O título em epígrafe esclarece sobre a necessidade de uma maior objetividade na linguagem jurídica. Demonstra, ainda, como o excesso de rebuscamento nos textos jurídicos atrapalha o andamento do processo, dificulta, por demais, o entendimento do intérprete e afasta do arcabouço judiciário, uma boa parcela do povo brasileiro - o jurisdicionado, cujo grau de escolaridade é precário e nunca tiveram acesso a uma linguagem com terminologias tão técnicas que, não contribui, em nada, para a aplicabilidade da justiça.

Introdução

Atualmente, o Direito é uma ciência que ainda mantém uma relação muito próxima às suas tradições. Haja vista, a insistência de alguns operadores em manter um vocabulário altamente rebuscado, opaco e repleto de termos técnicos. Infelizmente, acreditam que isso seja demonstração de cultura.

É muito comum o perigoso vínculo entre altivez, ostentação e vaidade no arcabouço jurídico. Alguns profissionais exageram na dose de presunção, acham que estão em um patamar cultural muito mais elevado do que a população brasileira, e fazem uso de um linguajar intocável, impenetrável e inacessível a maior parte da sociedade.

Justificam essa atitude afirmando que se trata de linguagem técnica, peculiar a ciência do Direito.

A Ciência que trata das normas obrigatórias que disciplinam as relações dos homens em sociedade, não deve fazer uso de uma linguagem tão técnica, própria. Deve utilizar-se de um vocabulário acessível a todos. Sem exibicionismos e vaidades. Sem tantas terminologias e sofisticações que só contribuem para a opacidade do discurso.

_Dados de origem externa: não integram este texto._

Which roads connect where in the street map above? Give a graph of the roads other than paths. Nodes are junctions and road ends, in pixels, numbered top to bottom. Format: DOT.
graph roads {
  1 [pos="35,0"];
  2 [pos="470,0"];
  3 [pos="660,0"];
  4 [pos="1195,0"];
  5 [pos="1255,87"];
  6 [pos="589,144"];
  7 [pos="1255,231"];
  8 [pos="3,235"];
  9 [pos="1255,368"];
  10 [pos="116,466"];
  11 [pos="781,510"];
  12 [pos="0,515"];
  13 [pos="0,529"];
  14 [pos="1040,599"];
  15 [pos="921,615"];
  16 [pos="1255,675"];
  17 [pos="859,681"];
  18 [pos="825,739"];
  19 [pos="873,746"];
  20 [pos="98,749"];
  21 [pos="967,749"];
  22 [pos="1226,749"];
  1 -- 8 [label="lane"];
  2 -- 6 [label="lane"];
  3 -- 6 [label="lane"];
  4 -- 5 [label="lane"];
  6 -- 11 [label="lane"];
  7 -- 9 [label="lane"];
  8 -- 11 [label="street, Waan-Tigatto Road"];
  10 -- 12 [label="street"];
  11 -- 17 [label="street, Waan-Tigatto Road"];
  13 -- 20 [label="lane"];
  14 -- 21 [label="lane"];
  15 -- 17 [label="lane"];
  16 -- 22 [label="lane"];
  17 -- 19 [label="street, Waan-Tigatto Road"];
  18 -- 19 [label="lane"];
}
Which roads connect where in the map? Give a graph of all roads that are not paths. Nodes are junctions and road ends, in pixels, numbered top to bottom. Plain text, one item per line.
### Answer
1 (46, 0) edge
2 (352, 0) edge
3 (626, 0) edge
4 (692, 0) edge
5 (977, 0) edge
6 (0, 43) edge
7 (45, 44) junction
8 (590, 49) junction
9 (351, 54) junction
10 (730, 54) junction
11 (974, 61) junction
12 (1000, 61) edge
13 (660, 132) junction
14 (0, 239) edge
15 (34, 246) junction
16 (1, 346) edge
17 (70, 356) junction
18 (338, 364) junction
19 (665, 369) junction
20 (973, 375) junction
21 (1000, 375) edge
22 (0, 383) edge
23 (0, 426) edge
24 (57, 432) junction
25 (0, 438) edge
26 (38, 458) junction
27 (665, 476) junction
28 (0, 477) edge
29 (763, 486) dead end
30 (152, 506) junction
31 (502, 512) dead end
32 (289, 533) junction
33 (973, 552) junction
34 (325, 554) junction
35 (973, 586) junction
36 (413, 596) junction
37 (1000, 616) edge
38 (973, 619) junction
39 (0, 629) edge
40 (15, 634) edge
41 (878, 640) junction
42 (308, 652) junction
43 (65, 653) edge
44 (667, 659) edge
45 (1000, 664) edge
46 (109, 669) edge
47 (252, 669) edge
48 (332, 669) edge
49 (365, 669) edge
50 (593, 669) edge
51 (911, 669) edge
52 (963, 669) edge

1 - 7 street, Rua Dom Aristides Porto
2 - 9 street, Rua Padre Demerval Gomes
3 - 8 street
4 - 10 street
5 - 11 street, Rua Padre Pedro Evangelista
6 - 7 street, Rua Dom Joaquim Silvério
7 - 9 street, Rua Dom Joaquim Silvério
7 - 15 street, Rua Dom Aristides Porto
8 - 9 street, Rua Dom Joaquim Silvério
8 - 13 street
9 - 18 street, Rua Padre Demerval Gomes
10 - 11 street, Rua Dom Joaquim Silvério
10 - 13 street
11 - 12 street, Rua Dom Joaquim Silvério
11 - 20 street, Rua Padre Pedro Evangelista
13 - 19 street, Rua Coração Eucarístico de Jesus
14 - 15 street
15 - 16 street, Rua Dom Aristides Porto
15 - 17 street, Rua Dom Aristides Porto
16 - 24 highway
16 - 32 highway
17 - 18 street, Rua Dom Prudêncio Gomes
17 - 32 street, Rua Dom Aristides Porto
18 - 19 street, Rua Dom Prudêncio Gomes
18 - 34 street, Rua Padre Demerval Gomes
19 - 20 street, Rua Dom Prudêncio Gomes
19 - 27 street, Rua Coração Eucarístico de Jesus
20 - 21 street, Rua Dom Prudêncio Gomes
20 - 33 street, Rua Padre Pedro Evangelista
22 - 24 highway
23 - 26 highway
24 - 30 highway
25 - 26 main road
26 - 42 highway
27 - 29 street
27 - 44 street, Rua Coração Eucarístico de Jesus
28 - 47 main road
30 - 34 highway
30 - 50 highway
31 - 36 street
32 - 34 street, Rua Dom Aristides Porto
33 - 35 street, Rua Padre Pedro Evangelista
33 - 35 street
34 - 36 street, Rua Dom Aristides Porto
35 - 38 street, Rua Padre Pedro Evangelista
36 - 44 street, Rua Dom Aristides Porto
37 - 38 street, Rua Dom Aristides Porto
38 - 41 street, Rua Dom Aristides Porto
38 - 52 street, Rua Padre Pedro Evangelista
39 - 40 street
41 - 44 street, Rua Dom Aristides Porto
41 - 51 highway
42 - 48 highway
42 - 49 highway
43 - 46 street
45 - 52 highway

Uma linguagem muito rebuscada atrapalha a interlocução. O uso de termos antiquados, anacrônicos não é sabedoria; mas sim, falta dela. Segundo o poeta Thiago de Mello, “falar difícil é fácil. O difícil é falar fácil”. E ainda, Carlos Drummond de Andrade: “escrever bem é a arte de cortar palavras”.

A sofisticação excessiva, na linguagem jurídica, afasta do arcabouço judiciário o cidadão brasileiro comum - de baixa escolaridade - não acostumado a tantos termos técnicos. Às vezes, se torna incompreensível até para profissionais do meio. Vejamos como exemplo, o ocorrido na determinação da prisão de um assaltante de Barra Velha – comarca de Santa Catarina:

“Encaminhe o acusado ao ergástulo público”. Assim determinou o juiz Ricardo Roesler. Dois dias se passaram e a ordem ainda não havia sido cumprida, pois ninguém sabia o significado de “ergástulo” – palavra arcaica usada como sinônimo de cadeia.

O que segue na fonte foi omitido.